Forensic evaluation of mitochondrial DNA heteroplasmy in Gujarat population, India
Published in Annals of Human Biology, 2022
Mohammed H. M. Alqaisi, Molina Madhulika Ekka, Bhargav C. Patel
The non-coding region (D-loop) is a regulatory region that contains the origin of replication (Anderson et al. 1981; Holland and Parsons 1999; Barshad et al. 2018). It is highly polymorphic and hence referred to as a hypervariable region. There are three hypervariable regions in D-loop: hypervariable region one (HV1) at position 16024–16365, hypervariable region two (HV2) at position 73–340, and hypervariable region three (HV3) at position 340–576 (Greenberg et al. 1983; Wilkinson-Herbots et al. 1996; Ingman and Gyllensten 2003).
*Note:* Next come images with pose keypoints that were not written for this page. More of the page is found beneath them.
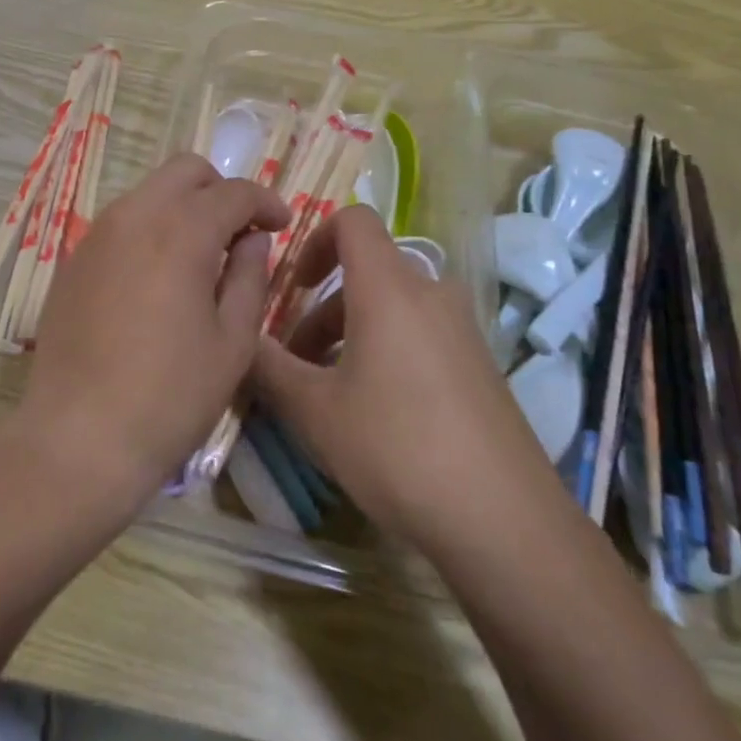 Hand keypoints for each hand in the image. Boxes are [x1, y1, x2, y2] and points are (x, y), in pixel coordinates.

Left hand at [0, 153, 289, 518]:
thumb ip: (248, 277)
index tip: (282, 225)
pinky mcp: (72, 261)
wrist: (79, 436)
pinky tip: (158, 276)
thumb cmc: (170, 396)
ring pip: (148, 193)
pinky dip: (149, 229)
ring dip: (183, 207)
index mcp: (179, 231)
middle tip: (241, 231)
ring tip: (202, 255)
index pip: (233, 192)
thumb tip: (253, 239)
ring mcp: (95, 236)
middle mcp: (132, 217)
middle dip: (221, 190)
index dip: (265, 203)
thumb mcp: (232, 342)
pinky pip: (120, 223)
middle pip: (184, 171)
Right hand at [249, 206, 561, 550]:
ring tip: (324, 394)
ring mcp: (461, 331)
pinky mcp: (478, 366)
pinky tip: (370, 413)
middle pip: (366, 273)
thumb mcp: (313, 410)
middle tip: (293, 361)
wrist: (503, 520)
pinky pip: (418, 335)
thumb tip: (238, 341)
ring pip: (391, 308)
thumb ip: (265, 366)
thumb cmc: (395, 447)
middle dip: (321, 309)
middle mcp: (431, 294)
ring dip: (348, 335)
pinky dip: (383, 352)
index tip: (291, 287)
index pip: (353, 220)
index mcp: (390, 288)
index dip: (314, 239)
Genetic variation in the hypervariable regions of mtDNA confers discriminating power in forensic analysis. These variations (polymorphisms) can be used by an investigator to learn more about the genealogy and ethnicity of the questioned sample (Parson and Bandelt 2007; Lee et al. 2011; Amorim et al. 2019). However, when it comes to heteroplasmy, difficulties with mtDNA analysis remain unresolved in court. Thus, it is crucial to analyse heteroplasmy when determining the forensic importance of mtDNA polymorphisms, even more so when the questioned and reference samples differ in the presence of heteroplasmy, which confers inconclusive results in forensic analysis (Nilsson 2007; Parson and Bandelt 2007a).